Cybersquatting gestern und heute
Die aufsehenerregenden Fälle prominenter Kämpfer um die Inhaberschaft ihrer Domains liegen schon einige Jahre zurück. Da stand das Internet als immer wichtiger werdender Schauplatz für die Unterhaltungsindustrie sowohl bei den meisten Stars und Sternchen als auch bei deren Managern noch nicht im Pflichtenheft.
Spektakuläre Fälle von Cybersquatting melden die Medien heute immer seltener. Das reine "Name Hijacking" als vorsätzliche "Entführung" von bekannten Eigen- und Künstlernamen stößt im Einzel- und Zweifelsfall bei der Justiz auf immer weniger Verständnis. In der Vergangenheit, um das Jahr 2000 – der Bronzezeit des Internet –, sah das allerdings etwas anders aus. Wie die folgenden Fälle zeigen:
1. Wer war zuerst da? Madonna oder Madonna.com?
Die Domain "Madonna.com" war viele Jahre lang noch günstig zu haben, als die US-amerikanische Popkönigin mit italienischen Wurzeln einen Welthit nach dem anderen landete. Erst 1998, kurz vor ihrem Comeback nach einer 4-jährigen Künstlerpause, hatte sie jemand für 20.000 US-Dollar erworben. Und bis dahin wurde auch keinerlei "Schindluder" mit diesem Goldschatz getrieben.

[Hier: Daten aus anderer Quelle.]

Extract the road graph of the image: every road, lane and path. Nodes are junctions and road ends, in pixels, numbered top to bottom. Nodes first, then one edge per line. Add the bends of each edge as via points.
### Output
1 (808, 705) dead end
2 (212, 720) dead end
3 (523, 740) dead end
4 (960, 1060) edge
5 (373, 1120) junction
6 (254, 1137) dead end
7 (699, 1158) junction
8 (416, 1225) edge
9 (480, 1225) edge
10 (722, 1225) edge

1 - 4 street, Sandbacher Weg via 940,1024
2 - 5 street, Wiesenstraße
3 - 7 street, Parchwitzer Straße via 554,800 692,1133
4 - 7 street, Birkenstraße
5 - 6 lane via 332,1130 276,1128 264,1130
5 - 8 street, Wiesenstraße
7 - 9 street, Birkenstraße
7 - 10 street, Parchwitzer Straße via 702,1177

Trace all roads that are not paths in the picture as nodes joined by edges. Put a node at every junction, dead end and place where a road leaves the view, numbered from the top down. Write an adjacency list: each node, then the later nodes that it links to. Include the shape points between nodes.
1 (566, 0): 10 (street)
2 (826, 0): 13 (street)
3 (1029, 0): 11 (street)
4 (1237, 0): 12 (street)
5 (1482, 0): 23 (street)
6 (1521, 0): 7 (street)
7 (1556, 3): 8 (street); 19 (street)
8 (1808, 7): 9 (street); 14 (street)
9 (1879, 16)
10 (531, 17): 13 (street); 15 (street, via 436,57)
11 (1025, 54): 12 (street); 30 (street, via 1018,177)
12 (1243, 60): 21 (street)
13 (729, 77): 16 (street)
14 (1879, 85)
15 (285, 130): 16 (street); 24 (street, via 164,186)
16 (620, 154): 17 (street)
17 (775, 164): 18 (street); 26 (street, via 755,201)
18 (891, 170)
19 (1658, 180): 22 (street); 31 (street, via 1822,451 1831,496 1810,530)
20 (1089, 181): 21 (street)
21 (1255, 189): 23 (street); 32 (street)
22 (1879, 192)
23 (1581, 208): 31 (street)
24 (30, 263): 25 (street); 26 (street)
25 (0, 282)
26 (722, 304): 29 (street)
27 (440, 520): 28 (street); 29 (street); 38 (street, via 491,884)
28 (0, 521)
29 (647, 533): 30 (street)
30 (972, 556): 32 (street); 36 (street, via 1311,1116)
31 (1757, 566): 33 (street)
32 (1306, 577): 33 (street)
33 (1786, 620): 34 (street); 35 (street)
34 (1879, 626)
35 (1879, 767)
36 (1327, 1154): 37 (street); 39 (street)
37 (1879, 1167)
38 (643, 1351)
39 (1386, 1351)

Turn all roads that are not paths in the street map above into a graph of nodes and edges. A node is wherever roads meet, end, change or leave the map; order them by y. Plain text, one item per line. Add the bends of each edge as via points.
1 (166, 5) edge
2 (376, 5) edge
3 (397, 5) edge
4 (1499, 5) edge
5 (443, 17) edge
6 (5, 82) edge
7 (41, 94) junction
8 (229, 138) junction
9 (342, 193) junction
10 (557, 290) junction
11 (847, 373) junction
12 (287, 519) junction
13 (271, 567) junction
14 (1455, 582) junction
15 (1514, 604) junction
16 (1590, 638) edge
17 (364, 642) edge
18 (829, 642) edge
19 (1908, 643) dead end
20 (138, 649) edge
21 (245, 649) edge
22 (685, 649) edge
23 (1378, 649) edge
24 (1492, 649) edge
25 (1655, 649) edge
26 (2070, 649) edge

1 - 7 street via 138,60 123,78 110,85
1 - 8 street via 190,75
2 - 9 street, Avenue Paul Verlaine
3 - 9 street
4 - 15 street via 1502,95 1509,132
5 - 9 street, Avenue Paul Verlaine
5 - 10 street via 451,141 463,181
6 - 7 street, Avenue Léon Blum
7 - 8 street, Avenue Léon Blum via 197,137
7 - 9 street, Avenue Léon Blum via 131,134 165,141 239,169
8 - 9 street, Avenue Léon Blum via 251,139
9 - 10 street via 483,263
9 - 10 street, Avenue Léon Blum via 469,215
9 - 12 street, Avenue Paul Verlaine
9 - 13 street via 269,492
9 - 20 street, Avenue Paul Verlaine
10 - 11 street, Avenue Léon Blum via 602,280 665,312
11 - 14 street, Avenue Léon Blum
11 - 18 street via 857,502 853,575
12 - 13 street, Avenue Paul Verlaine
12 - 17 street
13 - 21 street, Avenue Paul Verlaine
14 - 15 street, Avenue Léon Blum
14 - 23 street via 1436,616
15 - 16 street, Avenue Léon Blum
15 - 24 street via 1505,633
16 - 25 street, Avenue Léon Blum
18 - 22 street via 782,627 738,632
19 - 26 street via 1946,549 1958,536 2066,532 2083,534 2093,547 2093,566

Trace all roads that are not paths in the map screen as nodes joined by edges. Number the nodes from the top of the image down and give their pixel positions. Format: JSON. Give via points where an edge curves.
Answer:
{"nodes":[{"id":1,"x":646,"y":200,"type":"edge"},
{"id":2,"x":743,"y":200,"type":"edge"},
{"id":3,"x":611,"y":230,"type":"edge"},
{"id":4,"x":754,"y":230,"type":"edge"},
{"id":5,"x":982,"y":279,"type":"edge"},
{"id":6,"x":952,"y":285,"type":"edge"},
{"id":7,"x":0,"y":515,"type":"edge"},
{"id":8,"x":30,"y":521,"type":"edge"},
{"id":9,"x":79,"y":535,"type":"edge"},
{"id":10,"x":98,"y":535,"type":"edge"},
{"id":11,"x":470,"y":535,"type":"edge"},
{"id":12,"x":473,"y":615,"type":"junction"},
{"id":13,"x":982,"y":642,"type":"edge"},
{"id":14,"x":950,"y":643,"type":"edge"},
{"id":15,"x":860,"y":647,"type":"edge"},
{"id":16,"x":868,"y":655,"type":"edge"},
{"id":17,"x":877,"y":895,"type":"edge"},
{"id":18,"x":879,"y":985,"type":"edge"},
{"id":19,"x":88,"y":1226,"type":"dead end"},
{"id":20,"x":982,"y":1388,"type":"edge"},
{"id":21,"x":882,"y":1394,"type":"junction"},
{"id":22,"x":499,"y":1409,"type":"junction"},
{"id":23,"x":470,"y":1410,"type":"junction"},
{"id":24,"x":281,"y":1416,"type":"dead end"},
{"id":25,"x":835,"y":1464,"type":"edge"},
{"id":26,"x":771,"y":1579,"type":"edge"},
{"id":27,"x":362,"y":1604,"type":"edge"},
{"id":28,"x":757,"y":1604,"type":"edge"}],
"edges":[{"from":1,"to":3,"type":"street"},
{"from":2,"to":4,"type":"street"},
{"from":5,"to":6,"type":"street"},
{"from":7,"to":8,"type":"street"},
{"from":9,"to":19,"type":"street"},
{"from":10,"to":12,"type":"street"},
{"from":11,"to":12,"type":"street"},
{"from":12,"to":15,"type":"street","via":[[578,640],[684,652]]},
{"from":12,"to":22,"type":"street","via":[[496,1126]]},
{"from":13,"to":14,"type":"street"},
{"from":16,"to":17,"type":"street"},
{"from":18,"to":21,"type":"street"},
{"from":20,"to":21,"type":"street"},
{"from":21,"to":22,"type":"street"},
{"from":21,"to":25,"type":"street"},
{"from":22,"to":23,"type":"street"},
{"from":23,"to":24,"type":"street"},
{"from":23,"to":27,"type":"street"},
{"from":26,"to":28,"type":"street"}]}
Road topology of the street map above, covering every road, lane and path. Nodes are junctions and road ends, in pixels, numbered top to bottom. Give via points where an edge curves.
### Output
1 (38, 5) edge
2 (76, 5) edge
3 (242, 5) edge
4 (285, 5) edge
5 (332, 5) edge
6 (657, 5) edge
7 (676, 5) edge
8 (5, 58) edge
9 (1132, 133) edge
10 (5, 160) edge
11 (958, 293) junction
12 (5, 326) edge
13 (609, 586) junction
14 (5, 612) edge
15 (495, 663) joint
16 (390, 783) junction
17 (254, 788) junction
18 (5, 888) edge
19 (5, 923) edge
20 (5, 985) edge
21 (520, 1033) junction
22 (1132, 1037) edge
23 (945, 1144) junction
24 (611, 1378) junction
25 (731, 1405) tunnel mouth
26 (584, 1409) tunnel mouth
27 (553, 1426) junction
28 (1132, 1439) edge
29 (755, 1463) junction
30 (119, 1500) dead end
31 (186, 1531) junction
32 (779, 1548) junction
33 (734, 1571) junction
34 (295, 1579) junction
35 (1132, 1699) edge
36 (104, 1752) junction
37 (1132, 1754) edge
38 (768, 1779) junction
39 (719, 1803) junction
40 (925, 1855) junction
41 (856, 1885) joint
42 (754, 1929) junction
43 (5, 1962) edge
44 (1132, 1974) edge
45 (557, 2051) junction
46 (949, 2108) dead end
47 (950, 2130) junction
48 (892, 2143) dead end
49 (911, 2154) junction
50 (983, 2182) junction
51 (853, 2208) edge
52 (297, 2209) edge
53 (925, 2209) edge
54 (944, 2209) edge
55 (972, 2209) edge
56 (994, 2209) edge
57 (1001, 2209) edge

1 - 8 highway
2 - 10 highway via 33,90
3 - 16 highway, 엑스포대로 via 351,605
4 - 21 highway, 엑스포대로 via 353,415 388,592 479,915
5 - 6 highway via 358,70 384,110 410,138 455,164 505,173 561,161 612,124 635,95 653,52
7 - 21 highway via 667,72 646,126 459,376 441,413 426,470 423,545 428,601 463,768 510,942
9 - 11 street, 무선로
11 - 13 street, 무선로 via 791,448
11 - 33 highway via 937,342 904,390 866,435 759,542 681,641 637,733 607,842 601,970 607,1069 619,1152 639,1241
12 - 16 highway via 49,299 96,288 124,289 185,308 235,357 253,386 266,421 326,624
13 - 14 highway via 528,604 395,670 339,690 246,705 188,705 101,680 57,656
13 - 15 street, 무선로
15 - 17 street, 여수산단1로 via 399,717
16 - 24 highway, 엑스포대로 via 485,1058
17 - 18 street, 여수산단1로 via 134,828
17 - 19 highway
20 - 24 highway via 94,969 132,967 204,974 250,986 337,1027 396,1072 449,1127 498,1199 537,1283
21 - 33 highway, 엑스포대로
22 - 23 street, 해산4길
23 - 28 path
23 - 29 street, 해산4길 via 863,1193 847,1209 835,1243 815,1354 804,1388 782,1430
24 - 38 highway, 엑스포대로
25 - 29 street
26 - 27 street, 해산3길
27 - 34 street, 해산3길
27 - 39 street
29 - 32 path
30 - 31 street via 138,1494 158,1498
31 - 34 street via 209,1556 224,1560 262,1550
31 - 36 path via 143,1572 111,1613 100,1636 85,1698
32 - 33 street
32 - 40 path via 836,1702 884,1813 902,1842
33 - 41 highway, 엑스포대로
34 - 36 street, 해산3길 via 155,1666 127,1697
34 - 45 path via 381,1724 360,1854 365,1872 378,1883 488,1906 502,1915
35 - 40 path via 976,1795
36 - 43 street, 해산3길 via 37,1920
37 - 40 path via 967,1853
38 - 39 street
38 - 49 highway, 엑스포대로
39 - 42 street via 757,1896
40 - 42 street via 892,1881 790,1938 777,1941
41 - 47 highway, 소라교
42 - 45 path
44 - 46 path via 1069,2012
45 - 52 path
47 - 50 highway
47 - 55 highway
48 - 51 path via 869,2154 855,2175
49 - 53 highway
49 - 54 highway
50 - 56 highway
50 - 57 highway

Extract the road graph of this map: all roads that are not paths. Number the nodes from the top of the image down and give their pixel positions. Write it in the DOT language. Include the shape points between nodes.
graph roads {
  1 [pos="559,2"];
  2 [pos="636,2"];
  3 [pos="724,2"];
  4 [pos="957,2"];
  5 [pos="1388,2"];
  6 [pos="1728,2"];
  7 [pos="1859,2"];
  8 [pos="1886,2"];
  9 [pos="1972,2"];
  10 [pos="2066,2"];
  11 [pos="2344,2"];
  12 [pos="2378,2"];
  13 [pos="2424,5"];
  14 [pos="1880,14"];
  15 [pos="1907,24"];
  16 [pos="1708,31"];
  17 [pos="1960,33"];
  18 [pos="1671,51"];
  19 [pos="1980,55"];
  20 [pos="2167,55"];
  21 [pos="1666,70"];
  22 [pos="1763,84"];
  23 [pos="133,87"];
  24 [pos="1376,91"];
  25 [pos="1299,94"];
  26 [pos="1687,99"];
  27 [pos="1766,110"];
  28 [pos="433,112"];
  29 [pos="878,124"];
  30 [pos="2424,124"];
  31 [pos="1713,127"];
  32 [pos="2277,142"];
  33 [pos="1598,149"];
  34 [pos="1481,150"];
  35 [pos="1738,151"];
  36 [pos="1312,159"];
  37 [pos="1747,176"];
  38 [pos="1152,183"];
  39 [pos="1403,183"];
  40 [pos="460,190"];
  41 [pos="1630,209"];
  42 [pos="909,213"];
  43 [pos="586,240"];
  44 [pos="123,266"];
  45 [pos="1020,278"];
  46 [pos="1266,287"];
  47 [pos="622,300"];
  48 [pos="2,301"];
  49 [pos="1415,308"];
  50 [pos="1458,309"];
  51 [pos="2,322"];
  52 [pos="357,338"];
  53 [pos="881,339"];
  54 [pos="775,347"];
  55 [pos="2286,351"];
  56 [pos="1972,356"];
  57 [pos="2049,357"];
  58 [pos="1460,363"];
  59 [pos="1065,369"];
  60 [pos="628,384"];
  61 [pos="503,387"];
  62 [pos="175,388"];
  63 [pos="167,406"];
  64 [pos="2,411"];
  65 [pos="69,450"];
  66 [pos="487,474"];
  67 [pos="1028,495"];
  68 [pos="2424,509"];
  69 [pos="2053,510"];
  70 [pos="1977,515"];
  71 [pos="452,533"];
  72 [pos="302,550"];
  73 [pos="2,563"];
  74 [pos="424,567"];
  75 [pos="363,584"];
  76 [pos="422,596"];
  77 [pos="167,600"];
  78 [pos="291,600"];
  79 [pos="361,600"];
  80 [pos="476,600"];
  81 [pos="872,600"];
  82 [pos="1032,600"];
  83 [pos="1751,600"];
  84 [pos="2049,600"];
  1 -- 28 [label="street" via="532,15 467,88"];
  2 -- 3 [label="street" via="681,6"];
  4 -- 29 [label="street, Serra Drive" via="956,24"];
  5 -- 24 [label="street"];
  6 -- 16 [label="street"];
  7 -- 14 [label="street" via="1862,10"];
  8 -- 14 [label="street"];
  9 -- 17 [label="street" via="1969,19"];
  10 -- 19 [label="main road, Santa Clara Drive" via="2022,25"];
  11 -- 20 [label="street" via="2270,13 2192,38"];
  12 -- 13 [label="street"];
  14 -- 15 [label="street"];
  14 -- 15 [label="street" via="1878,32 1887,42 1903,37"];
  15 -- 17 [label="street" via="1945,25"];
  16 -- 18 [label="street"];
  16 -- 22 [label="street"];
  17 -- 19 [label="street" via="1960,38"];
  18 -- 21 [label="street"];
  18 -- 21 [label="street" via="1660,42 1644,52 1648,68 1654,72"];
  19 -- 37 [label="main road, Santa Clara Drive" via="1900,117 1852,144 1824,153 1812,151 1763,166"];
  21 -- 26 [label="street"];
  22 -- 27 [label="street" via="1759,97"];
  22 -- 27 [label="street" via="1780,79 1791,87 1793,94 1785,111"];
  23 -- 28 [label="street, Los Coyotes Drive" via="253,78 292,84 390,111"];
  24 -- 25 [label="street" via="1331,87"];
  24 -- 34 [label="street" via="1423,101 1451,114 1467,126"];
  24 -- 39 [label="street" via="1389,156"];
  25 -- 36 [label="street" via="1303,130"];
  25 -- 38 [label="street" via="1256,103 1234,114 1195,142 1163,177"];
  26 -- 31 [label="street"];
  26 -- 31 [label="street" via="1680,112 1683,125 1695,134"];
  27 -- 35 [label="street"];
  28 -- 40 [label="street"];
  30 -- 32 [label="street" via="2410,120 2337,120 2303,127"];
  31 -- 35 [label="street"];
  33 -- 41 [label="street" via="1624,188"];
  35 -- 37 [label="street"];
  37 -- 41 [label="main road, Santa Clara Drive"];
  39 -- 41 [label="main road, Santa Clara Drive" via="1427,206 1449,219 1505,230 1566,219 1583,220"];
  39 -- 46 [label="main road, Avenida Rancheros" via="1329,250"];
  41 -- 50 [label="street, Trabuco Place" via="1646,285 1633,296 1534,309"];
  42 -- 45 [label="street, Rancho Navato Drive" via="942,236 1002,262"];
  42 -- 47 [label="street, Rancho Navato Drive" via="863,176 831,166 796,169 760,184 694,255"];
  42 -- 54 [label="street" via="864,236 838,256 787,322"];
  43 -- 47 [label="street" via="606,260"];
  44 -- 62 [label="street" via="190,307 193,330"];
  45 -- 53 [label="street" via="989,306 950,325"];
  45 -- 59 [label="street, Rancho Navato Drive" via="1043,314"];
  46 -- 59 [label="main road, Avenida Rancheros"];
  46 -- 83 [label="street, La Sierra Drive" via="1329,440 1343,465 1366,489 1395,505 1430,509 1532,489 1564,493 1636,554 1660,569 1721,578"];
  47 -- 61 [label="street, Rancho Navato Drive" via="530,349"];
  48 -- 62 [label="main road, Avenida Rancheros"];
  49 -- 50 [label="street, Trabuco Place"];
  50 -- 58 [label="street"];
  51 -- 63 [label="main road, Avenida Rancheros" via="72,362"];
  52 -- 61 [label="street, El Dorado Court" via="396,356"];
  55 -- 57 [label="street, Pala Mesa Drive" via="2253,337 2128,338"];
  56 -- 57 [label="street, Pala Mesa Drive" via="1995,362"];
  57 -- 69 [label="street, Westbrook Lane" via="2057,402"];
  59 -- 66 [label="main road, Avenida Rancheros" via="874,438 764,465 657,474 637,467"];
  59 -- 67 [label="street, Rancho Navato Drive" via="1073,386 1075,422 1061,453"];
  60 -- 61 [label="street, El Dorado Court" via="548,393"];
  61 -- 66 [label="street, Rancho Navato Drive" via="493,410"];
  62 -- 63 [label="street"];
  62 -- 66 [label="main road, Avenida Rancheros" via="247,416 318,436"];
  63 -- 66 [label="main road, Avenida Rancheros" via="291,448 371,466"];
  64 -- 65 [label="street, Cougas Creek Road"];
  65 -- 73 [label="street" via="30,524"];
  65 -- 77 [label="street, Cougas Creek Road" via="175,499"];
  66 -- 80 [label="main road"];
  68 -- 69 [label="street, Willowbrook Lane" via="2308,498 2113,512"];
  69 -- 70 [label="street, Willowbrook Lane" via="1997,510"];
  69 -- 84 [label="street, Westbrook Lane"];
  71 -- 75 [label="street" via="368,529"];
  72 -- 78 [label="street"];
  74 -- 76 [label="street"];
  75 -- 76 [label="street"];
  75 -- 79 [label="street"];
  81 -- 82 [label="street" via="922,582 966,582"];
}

Zum damaligen Zeitpunkt fungierte die WIPO (Kurzform von „World Intellectual Property Organization"), noch nicht als internationales Schiedsgericht für Domain-Streitigkeiten. Dann hätte die WIPO wahrscheinlich zugunsten von Ms. Madonna Louise Ciconne in den Konflikt eingegriffenn um zu verhindern, dass die Domain in die Hände von geldgierigen Hijackern gelangt. Doch das war nicht der Fall: Bis ins Jahr 2000 fand man unter madonna.com ein Erotik-Portal. Ab dann übernahm die WIPO den Fall Madonna gegen den Inhaber von madonna.com.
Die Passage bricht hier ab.